Комбат приказал замаскировать орудия. Дело в том, что без чехлов, да еще
заряженные серебристо-сверкающими ракетами, боевые установки наши были отличной
мишенью с воздуха. А происходило это в августе 1942 года, и комбат у нас к тому
времени был уже новый. Прежний командир батареи старший лейтенант Лянь-Кунь
получил повышение и был переведен в другую часть на должность командира
дивизиона. К нам пришел новый комбат, старший лейтенант Рякимов. (Сейчас, как я
слышал, он генерал-лейтенант.) Отлично помню и по сей день его высокую,
худощавую фигуру, смуглую кожу (что-то в лице его было вроде бы татарское),
черные острые глаза и некоторую молчаливую суровость.
Около двух часов ожидали команды к стрельбе.
Но ее не было, а пришел из штаба приказ готовить к бою только одно орудие,
остальным пока отдыхать. Оставили наготове мое. Машину Шадрина отвели в сторону
и замаскировали. На передовой наступило затишье. Самолетов над головой никаких.
Синее небо, буйная зелень, заросшие цветами поляны… Ну просто редкая минута:
мир на войне… Старшина наш Фомичев с писарем Фроловым принесли в термосах обед.
И какой обед! Горячий борщ, да такой, что от запаха одного закачаться можно. А
на второе тушенка с гречневой кашей. А перед тушенкой этой еще и «боевые,
фронтовые сто грамм»… Короче говоря, райская жизнь. Пообедали. Закурили. День
был знойный. Даже сквозь ветки солнце припекало ощутимо. Младший сержант Шадрин
вытер ладонью вспотевший лоб, с хрустом потянулся и сказал:
— Войны вроде никакой нет. Да и жарковато
тут. Заберусь-ка я в свою дорогую кабиночку. Там попрохладней, да и комары не
кусают. Может, и припухнуть с полчасика ухитрюсь.

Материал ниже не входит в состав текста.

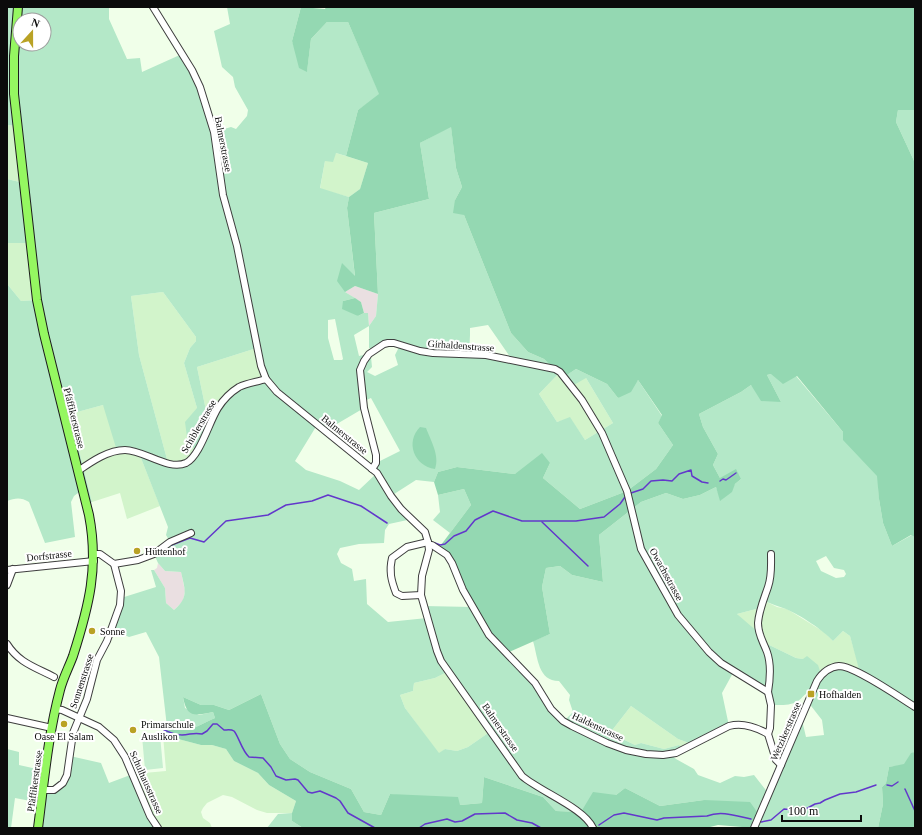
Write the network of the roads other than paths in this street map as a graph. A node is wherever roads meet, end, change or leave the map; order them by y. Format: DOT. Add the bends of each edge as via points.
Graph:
graph roads {
  1 [pos="18,7"];
  2 [pos="153,7"];
  3 [pos="555,369"];
  4 [pos="266,379"];
  5 [pos="372,469"];
  6 [pos="78,471"];
  7 [pos="192,533"];
  8 [pos="428,543"];
  9 [pos="771,554"];
  10 [pos="94,558"];
  11 [pos="114,564"];
  12 [pos="10,569"];
  13 [pos="7,584"];
  14 [pos="421,595"];
  15 [pos="7,644"];
  16 [pos="54,678"];
  17 [pos="768,692"];
  18 [pos="915,707"];
  19 [pos="55,709"];
  20 [pos="7,718"];
  21 [pos="79,718"];
  22 [pos="52,728"];
  23 [pos="768,734"];
  24 [pos="781,764"];
  25 [pos="43,790"];
  26 [pos="38,828"];
  27 [pos="158,828"];
  28 [pos="593,828"];
  29 [pos="754,828"];
  1 -- 6 [label="main road, Pfäffikerstrasse" via="14,94 37,300"];
  2 -- 4 [label="street, Balmerstrasse" via="192,70 214,132 223,195 237,246 261,366"];
  3 -- 5 [label="street, Girhaldenstrasse" via="486,355 433,353 394,343 384,344 369,354 360,370 364,408 376,454 376,463"];
  3 -- 17 [label="street, Owachsstrasse" via="572,386 602,433 627,491 641,549 678,614 721,663"];
  4 -- 5 [label="street, Balmerstrasse" via="277,392"];
  4 -- 6 [label="street, Schiblerstrasse" via="240,387 228,396 218,408 191,460 184,464 174,465 124,450 95,460"];
  5 -- 8 [label="street, Balmerstrasse" via="380,476 390,496 425,532"];
  6 -- 10 [label="main road, Pfäffikerstrasse" via="91,526"];
  7 -- 11 [label="street" via="170,542 154,554"];
  8 -- 14 [label="street, Balmerstrasse"];
  8 -- 14 [label="street" via="408,547 392,558 390,565 390,579 398,595"];
  8 -- 23 [label="street, Haldenstrasse" via="447,555 463,590 489,635 534,683 551,709 563,721 626,750 663,756 676,753 736,724 748,725"];
  9 -- 17 [label="street" via="771,573 758,622 768,659"];
  10 -- 11 [label="street" via="100,554"];
  10 -- 12 [label="street, Dorfstrasse"];
  10 -- 19 [label="main road, Pfäffikerstrasse" via="89,597"];
  11 -- 21 [label="street, Sonnenstrasse" via="121,591 120,605 97,660"];
  12 -- 13 [label="street"];
  14 -- 28 [label="street, Balmerstrasse" via="441,661 522,776 581,812"];
  15 -- 16 [label="street" via="19,659"];
  17 -- 23 [label="street"];
  18 -- 24 [label="street, Wetzikerstrasse" via="854,670 840,666 829,669 821,674 817,681"];
  19 -- 21 [label="street, Schulhausstrasse"];
  19 -- 22 [label="main road, Pfäffikerstrasse"];
  20 -- 22 [label="street"];
  21 -- 25 [label="street, Sonnenstrasse" via="73,733 66,779 54,790"];
  21 -- 27 [label="street, Schulhausstrasse" via="103,729 121,749 150,816"];
  22 -- 25 [label="main road, Pfäffikerstrasse"];
  23 -- 24 [label="street" via="776,760"];
  24 -- 29 [label="street, Wetzikerstrasse"];
  25 -- 26 [label="main road, Pfäffikerstrasse"];
}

Он открыл дверцу своей боевой установки.
Опустил на лобовое стекло броневой щит, забрался на сиденье. И, устроившись там
поудобней, сладко закрыл глаза. Большинство тоже разбрелось кто куда. То ли
тишина была тому причиной, то ли довольно редкостная для северных краев, чуть
ли не крымская погода, а всего вернее и то и другое вместе, но все почему-то
решили, что стрельбы сегодня уже не будет.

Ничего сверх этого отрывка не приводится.